▶ **Records shown**:
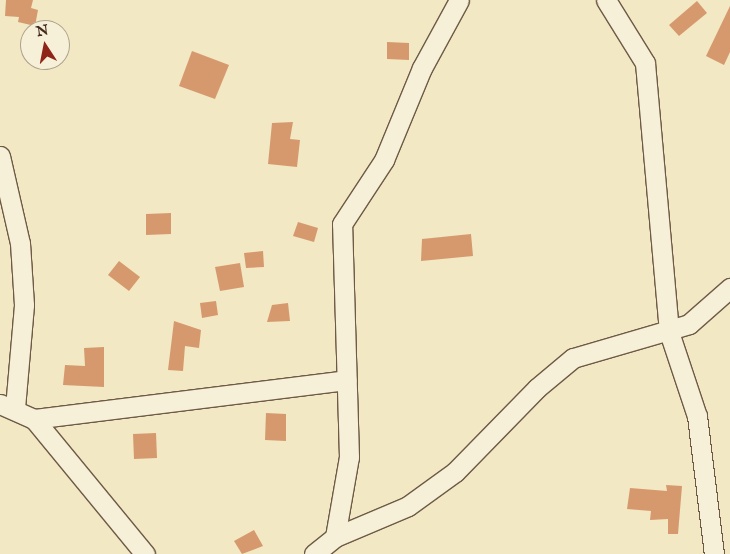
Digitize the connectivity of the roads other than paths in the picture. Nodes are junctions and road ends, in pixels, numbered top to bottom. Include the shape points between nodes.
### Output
1 (459, 0) edge
2 (606, 0) edge
3 (0, 156) edge
4 (730, 288) edge
5 (669, 332) junction
6 (347, 380) junction
7 (7, 405) edge
8 (34, 419) junction
9 (335, 537) junction
10 (145, 554) edge
11 (314, 554) edge
12 (714, 554) edge

1 - 6 street via 422,68 384,160 342,224
2 - 5 street via 645,63
3 - 7 street via 20,243 24,305
4 - 5 street via 689,324
5 - 9 street via 573,358 530,394 455,472 408,506
5 - 12 street via 697,416
6 - 8 street
6 - 9 street via 349,457
7 - 8 street
8 - 10 street
9 - 11 street

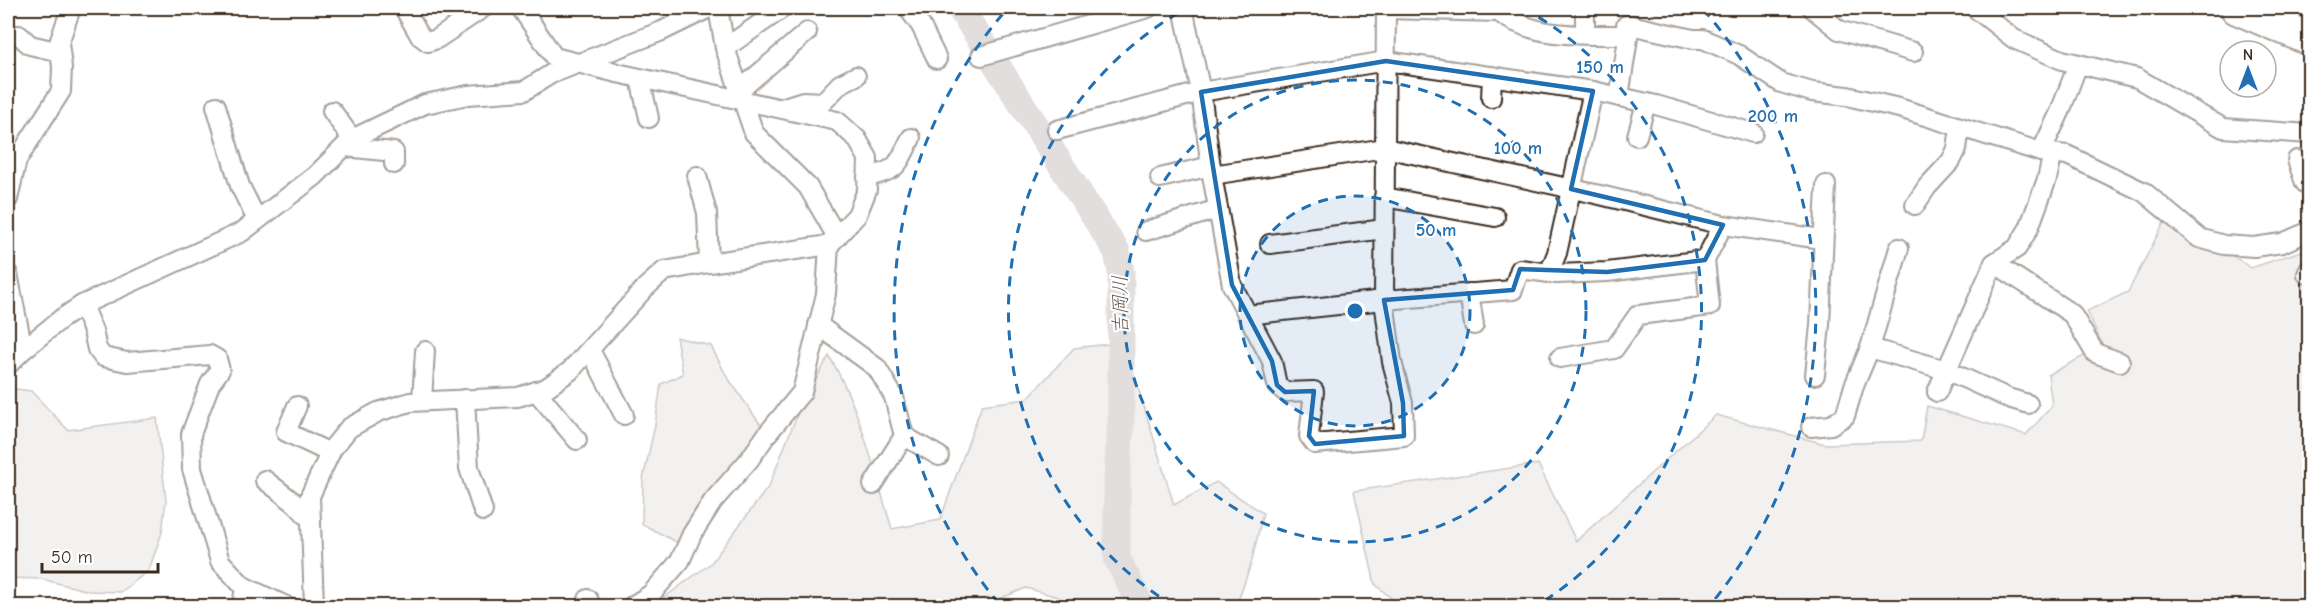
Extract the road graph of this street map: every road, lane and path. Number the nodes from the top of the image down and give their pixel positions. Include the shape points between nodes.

▶ **Goal of the exercise**: The result should be a word-for-word restatement of all the data, without images.

▶ **Task response**:
Digitize the connectivity of the roads other than paths in the picture. Nodes are junctions and road ends, in pixels, numbered top to bottom. Include the shape points between nodes.
### Output
1 (459, 0) edge
2 (606, 0) edge
3 (0, 156) edge
4 (730, 288) edge
5 (669, 332) junction
6 (347, 380) junction
7 (7, 405) edge
8 (34, 419) junction
9 (335, 537) junction
10 (145, 554) edge
11 (314, 554) edge
12 (714, 554) edge

1 - 6 street via 422,68 384,160 342,224
2 - 5 street via 645,63
3 - 7 street via 20,243 24,305
4 - 5 street via 689,324
5 - 9 street via 573,358 530,394 455,472 408,506
5 - 12 street via 697,416
6 - 8 street
6 - 9 street via 349,457
7 - 8 street
8 - 10 street
9 - 11 street

Extract the road graph of this street map: every road, lane and path. Number the nodes from the top of the image down and give their pixel positions. Include the shape points between nodes.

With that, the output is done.